Instructions for the task —
The whole listing that follows is to be restated word for word, images excluded.
▼▼▼
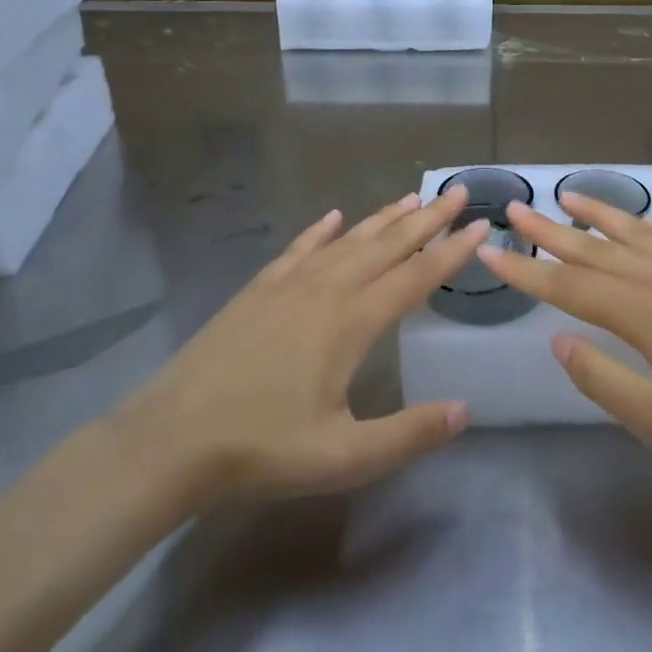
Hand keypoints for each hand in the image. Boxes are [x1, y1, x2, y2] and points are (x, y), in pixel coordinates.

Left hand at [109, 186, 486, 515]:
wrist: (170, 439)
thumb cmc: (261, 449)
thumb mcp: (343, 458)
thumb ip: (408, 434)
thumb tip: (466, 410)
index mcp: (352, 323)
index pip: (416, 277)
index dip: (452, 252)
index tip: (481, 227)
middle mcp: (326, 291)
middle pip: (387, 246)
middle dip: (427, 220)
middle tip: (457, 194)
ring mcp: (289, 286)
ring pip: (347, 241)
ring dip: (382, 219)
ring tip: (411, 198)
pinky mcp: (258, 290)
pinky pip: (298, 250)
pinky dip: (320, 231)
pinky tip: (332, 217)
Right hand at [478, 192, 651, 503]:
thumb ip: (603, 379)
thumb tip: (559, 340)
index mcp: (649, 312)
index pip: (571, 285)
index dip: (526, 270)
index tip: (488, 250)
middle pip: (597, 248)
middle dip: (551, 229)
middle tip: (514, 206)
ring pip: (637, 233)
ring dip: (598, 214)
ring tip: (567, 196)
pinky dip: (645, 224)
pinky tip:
▲▲▲
Result of the task —
Hand keypoints for each hand in the image. Boxes are [x1, y1, x2, y2] and points are (x, y), in pixel coordinates.

Left hand at [109, 186, 486, 515]:
wrist: (170, 439)
thumb cmc: (261, 449)
thumb mcp: (343, 458)
thumb ip: (408, 434)
thumb tip: (466, 410)
index mcp: (352, 323)
index pip: (416, 277)
index dip: (452, 252)
index tip: (481, 227)
middle mcp: (326, 291)
middle pip: (387, 246)
middle dip: (427, 220)
middle tip: (457, 194)
ring mcp: (289, 286)
ring pip: (347, 241)
ring dip: (382, 219)
ring tip: (411, 198)
pinky mcp: (258, 290)
pinky pip: (298, 250)
pinky dip: (320, 231)
pinky tip: (332, 217)
Right hand at [478, 192, 651, 503]:
thumb ip: (603, 379)
thumb tip: (559, 340)
index mcp: (649, 312)
index pip: (571, 285)
index dip: (526, 270)
index tip: (488, 250)
middle pip: (597, 248)
middle dip: (551, 229)
middle tip: (514, 206)
ring pip: (637, 233)
ring dip: (598, 214)
ring tip: (567, 196)
pinky dip: (645, 224)
pinky tip:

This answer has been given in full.